Yeah, that’s me…

Douglas Adams once wrote (in paraphrase) that any technology that appeared before you were 15 has always existed. Technology that appeared between the time you were 15 and 35 is new and exciting and you can probably make a living from it. And technology that appeared after you were 35 is unnatural and Satanic.

I bring this up because I’ve been working on a PowerPoint presentation for a client, and I’m having no end of grief with it. Now, before you accuse me of being even older than I am, I’ve been using PowerPoint for about twenty years, and I’ve given TED-quality talks to a couple of conference keynote sessions of well over 500 people. I’m not a fossil, okay?

But this is the first time I’ve been called upon to provide a narrated presentation that can be played in my absence. Covid etc. So I wrote a script, then wrote the slides, and tuned it up three or four drafts’ worth. I know this stuff: you don’t just wing it, you open off-off-Broadway and work the kinks out of it.

So then I record it. It’s about 40 minutes. And on playback, every third slide or so, there’s an audio drop-out, where half a second or so is just missing and the audio on both sides re-connects over the gap. Visually, it would look like the difference between “a few seconds of missing sound” and “a few sec/ng sound,” where there’s just stuff left out of the string.

I go online. Hmm… dropouts are a “known problem” in Office for Mac 2011. As in, “we know about it, but we don’t know what to do about it.”

“But Herb!” I hear you wail. “Why the heck are you still using Office 2011?” Because my cat killed my new 2019 computer with a glass of cranberry juice. Because my old computer is 32-bit and the new Office software is 64-bit, and new software won’t run on a 2012 machine. Because Apple’s supply chain has left me waiting for a new computer for over six weeks. Leave me alone, okay?

So I borrow Nora’s nearly-new MacBook Pro, and try to record the start of the show as a test. No audio. Check system preferences… yes, it recognizes the microphone, and the speakers are on and turned up. Still nothing. Start a new show, two slides, and try to record that… no audio. Try to go old-school and INSERT audio in those slides… and the security dialogue opens up and says “PowerPoint isn’t authorized to access your microphone.”

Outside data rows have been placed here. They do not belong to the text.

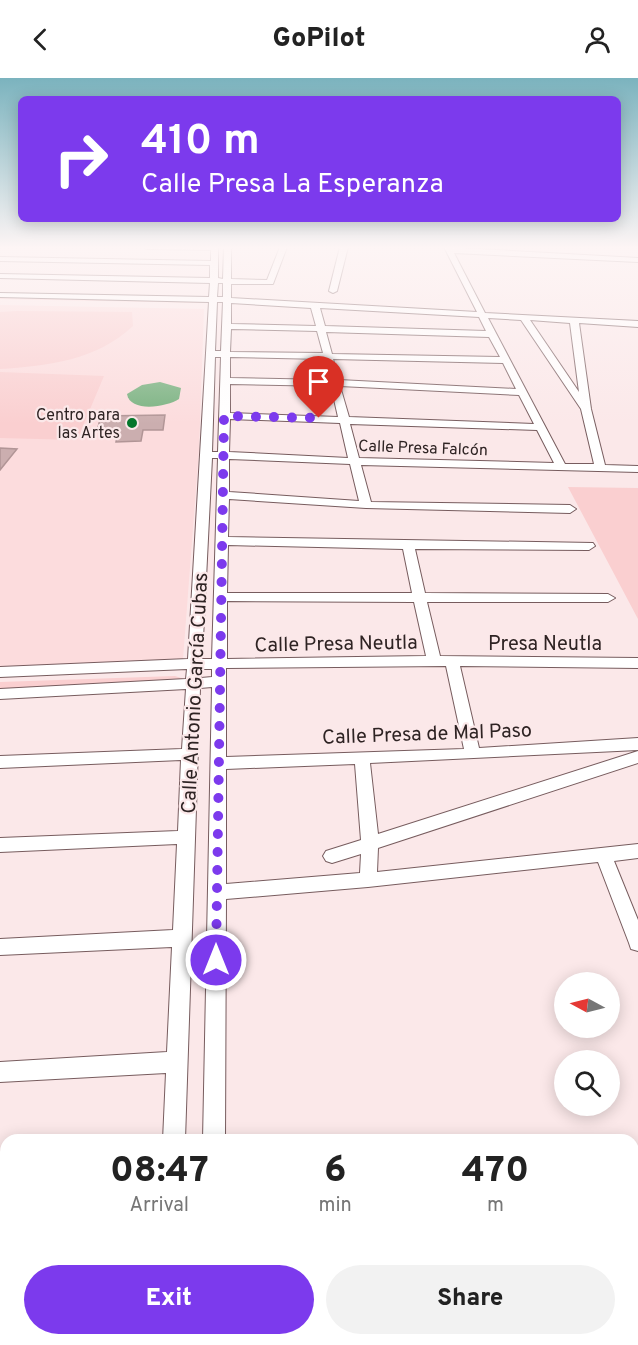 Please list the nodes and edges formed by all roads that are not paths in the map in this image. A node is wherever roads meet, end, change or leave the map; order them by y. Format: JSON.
{"nodes":[{"id":1,"x":223,"y":306,"type":"edge"},
{"id":2,"x":223,"y":306,"type":"edge"},
{"id":3,"x":315,"y":306,"type":"edge"},
{"id":4,"x":318,"y":306,"type":"edge"},
{"id":5,"x":476,"y":306,"type":"edge"},
{"id":6,"x":480,"y":314,"type":"junction"},
{"id":7,"x":523,"y":316,"type":"junction"},
{"id":8,"x":574,"y":320,"type":"junction"},
{"id":9,"x":638,"y":324,"type":"edge"},
{"id":10,"x":225,"y":326,"type":"junction"},
{"id":11,"x":320,"y":329,"type":"junction"},
{"id":12,"x":491,"y":334,"type":"junction"},
{"id":13,"x":218,"y":354,"type":"junction"},
{"id":14,"x":327,"y":357,"type":"junction"},
{"id":15,"x":506,"y":360,"type":"junction"},
{"id":16,"x":224,"y":381,"type":"junction"},
{"id":17,"x":334,"y":383,"type":"junction"},
{"id":18,"x":523,"y":392,"type":"junction"},
{"id":19,"x":586,"y":409,"type":"junction"},
{"id":20,"x":224,"y":416,"type":"junction"},
{"id":21,"x":342,"y":418,"type":"junction"},
{"id":22,"x":540,"y":426,"type":"junction"},
{"id":23,"x":206,"y":454,"type":"junction"},
{"id":24,"x":225,"y":455,"type":"junction"},
{"id":25,"x":353,"y":461,"type":"junction"},
{"id":26,"x":562,"y":468,"type":"junction"},
{"id":27,"x":601,"y":469,"type":"junction"},
{"id":28,"x":638,"y":470,"type":"edge"},
{"id":29,"x":223,"y":495,"type":"junction"},
{"id":30,"x":366,"y":505,"type":"junction"},
{"id":31,"x":570,"y":509,"type":"dead end"},
{"id":32,"x":223,"y":541,"type":"junction"},
{"id":33,"x":408,"y":545,"type":"junction"},
{"id":34,"x":589,"y":546,"type":"dead end"},
{"id":35,"x":221,"y":597,"type":"junction"},
{"id":36,"x":421,"y":597,"type":"junction"},
{"id":37,"x":608,"y":598,"type":"dead end"},
{"id":38,"x":435,"y":661,"type":"junction"},
{"id":39,"x":452,"y":662,"type":"junction"},
{"id":40,"x":638,"y":663,"type":"edge"},
{"id":41,"x":194,"y":664,"type":"junction"},
{"id":42,"x":220,"y":664,"type":"junction"},
{"id":43,"x":0,"y":672,"type":"edge"},
{"id":44,"x":219,"y":682,"type":"junction"},
{"id":45,"x":193,"y":684,"type":"junction"},
{"id":46,"x":0,"y":694,"type":"edge"},
{"id":47,"x":638,"y":744,"type":"edge"},
{"id":48,"x":473,"y":753,"type":"junction"},
{"id":49,"x":189,"y":754,"type":"junction"},
{"id":50,"x":362,"y":758,"type":"junction"},
{"id":51,"x":638,"y":758,"type":"edge"},
{"id":52,"x":0,"y":762,"type":"edge"},
{"id":53,"x":218,"y":763,"type":"junction"},
{"id":54,"x":186,"y":837,"type":"junction"},
{"id":55,"x":0,"y":845,"type":"edge"},
{"id":56,"x":370,"y":845,"type":"junction"},
{"id":57,"x":638,"y":851,"type":"edge"},
{"id":58,"x":603,"y":854,"type":"junction"},
{"id":59,"x":332,"y":856,"type":"dead end"},
{"id":60,"x":368,"y":880,"type":"junction"},
{"id":61,"x":217,"y":892,"type":"junction"},
{"id":62,"x":181,"y":938,"type":"junction"},
{"id":63,"x":637,"y":939,"type":"edge"},
{"id":64,"x":0,"y":947,"type":"edge"},
{"id":65,"x":177,"y":1062,"type":"junction"},
{"id":66,"x":0,"y":1072,"type":"edge"},
{"id":67,"x":174,"y":1134,"type":"edge"},
{"id":68,"x":214,"y":1134,"type":"edge"}],
"edges":[{"from":1,"to":10,"type":"street","name":"Calle Antonio García Cubas"},
{"from":2,"to":13,"type":"street","name":"Calle Antonio García Cubas"},
{"from":3,"to":11,"type":"street"},
{"from":4,"to":6,"type":"street"},
{"from":5,"to":6,"type":"street"},
{"from":6,"to":7,"type":"street"},
{"from":6,"to":12,"type":"street"},
{"from":7,"to":8,"type":"street"},
{"from":7,"to":19,"type":"street"},
{"from":8,"to":9,"type":"street"},
{"from":8,"to":19,"type":"street"},
{"from":10,"to":11,"type":"street"},
{"from":10,"to":13,"type":"street","name":"Calle Antonio García Cubas"},
{"from":11,"to":12,"type":"street"},
{"from":11,"to":14,"type":"street"},
{"from":12,"to":15,"type":"street"},
{"from":13,"to":14,"type":"street"},
{"from":13,"to":16,"type":"street","name":"Calle Antonio García Cubas"},
{"from":13,"to":23,"type":"street","name":"Calle Antonio García Cubas"},
{"from":14,"to":15,"type":"street"},
{"from":14,"to":17,"type":"street"},
{"from":15,"to":18,"type":"street"},
{"from":16,"to":17,"type":"street"},
{"from":16,"to":20,"type":"street","name":"Calle Antonio García Cubas"},
{"from":17,"to":18,"type":"street"},
{"from":17,"to":21,"type":"street"},
{"from":18,"to":22,"type":"street"},
{"from":19,"to":27,"type":"street"},
{"from":20,"to":21,"type":"street"},
{"from":20,"to":24,"type":"street","name":"Calle Antonio García Cubas"},
{"from":21,"to":22,"type":"street"},
{"from":21,"to":25,"type":"street"},
{"from":22,"to":26,"type":"street"},
{"from":23,"to":24,"type":"street","name":"Calle Presa Falcón"},
{"from":23,"to":41,"type":"street","name":"Calle Antonio García Cubas"},
{"from":24,"to":25,"type":"street","name":"Calle Presa Falcón"},
{"from":24,"to":29,"type":"street","name":"Calle Antonio García Cubas"},
{"from":25,"to":26,"type":"street","name":"Calle Presa Falcón"},
{"from":25,"to":30,"type":"street"},
{"from":26,"to":27,"type":"street","name":"Calle Presa Falcón"},
{"from":27,"to":28,"type":"street","name":"Calle Presa Falcón"},
{"from":29,"to":30,"type":"street"},
{"from":29,"to":32,"type":"street","name":"Calle Antonio García Cubas"},
{"from":30,"to":31,"type":"street"},
{"from":32,"to":33,"type":"street"},
{"from":32,"to":35,"type":"street","name":"Calle Antonio García Cubas"},
{"from":33,"to":34,"type":"street"},
{"from":33,"to":36,"type":"street"},
{"from":35,"to":36,"type":"street"},
{"from":35,"to":42,"type":"street","name":"Calle Antonio García Cubas"},
{"from":36,"to":37,"type":"street"},
{"from":36,"to":38,"type":"street"},
{"from":38,"to":39,"type":"street","name":"Calle Presa Neutla"},
{"from":38,"to":42,"type":"street","name":"Calle Presa Neutla"},
{"from":39,"to":40,"type":"street","name":"Presa Neutla"},
{"from":39,"to":48,"type":"street"},
{"from":41,"to":42,"type":"street","name":"Calle Presa Neutla"},
{"from":41,"to":43,"type":"street","name":"Calle Presa Neutla"},
{"from":41,"to":45,"type":"street","name":"Calle Antonio García Cubas"},
{"from":42,"to":44,"type":"street","name":"Calle Antonio García Cubas"},
{"from":44,"to":45,"type":"street"},
{"from":44,"to":53,"type":"street","name":"Calle Antonio García Cubas"},
{"from":45,"to":46,"type":"street"},
{"from":45,"to":49,"type":"street","name":"Calle Antonio García Cubas"},
{"from":47,"to":48,"type":"street","name":"Calle Presa de Mal Paso"},
{"from":48,"to":50,"type":"street","name":"Calle Presa de Mal Paso"},
{"from":49,"to":52,"type":"street"},
{"from":49,"to":54,"type":"street","name":"Calle Antonio García Cubas"},
{"from":50,"to":53,"type":"street","name":"Calle Presa de Mal Paso"},
{"from":50,"to":56,"type":"street"},
{"from":51,"to":56,"type":"street"},
{"from":53,"to":61,"type":"street","name":"Calle Antonio García Cubas"},
{"from":54,"to":55,"type":"street"},
{"from":54,"to":62,"type":"street","name":"Calle Antonio García Cubas"},
{"from":56,"to":59,"type":"street"},
{"from":56,"to":60,"type":"street"},
{"from":57,"to":58,"type":"street"},
{"from":58,"to":60,"type":"street"},
{"from":58,"to":63,"type":"street"},
{"from":60,"to":61,"type":"street"},
{"from":61,"to":68,"type":"street","name":"Calle Antonio García Cubas"},
{"from":62,"to":64,"type":"street"},
{"from":62,"to":65,"type":"street","name":"Calle Antonio García Cubas"},
{"from":65,"to":66,"type":"street"},
{"from":65,"to":67,"type":"street","name":"Calle Antonio García Cubas"}]}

Okay, so I re-set the security settings, record the test slides again. Audio! Yay for that! So I open up the original recorded presentation file to see what it sounds like on Nora’s computer. No audio. Nothing. The timings are there, it’s changing slides in ten-second sequences or so as it should, but dead silence.

This is what our vaunted work from home (WFH) environment looks like, in which we’re all called upon to act as our own IT departments. Since Covid changed our work, I’ve downloaded Zoom, Microsoft Teams, Skype, Skype for Business, and Cisco Webex Meetings, depending on the platform that each different group or client uses (and that’s beyond the Google Hangouts and FaceTime that I already knew). One of the groups I’m part of shares documents in WordPerfect.

Remember Y2K? (Of course you don’t, because you’re a freaking child!) We all worried that every computer everywhere would collapse when they could no longer recognize date codes that were created back when Stanley Kubrick could make a movie called “2001” and have it be set in the unimaginable future. Now, twenty years further on, computing has grown by at least two orders of magnitude, and what’s going to collapse is the interaction between incompatible systems supported by no humans. We’re going to be scavenging berries and wearing possum skins within a year.

More seriously, imagine the learn-from-home environment. Imagine a poorly educated parent unfamiliar with anything beyond their phone, trying to help their seven-year-old kid do an online lab and upload their homework to the classroom’s dropbox. Every social class divide we ever saw in education is going to be vastly multiplied this year. The comfortable families will have comfortably adequate access to information structures, and the scrambling and desperate families will scramble and become even more desperate.

When everything works, we take it for granted. But as soon as it stops, we realize that we might have been leaning a little too heavily on it.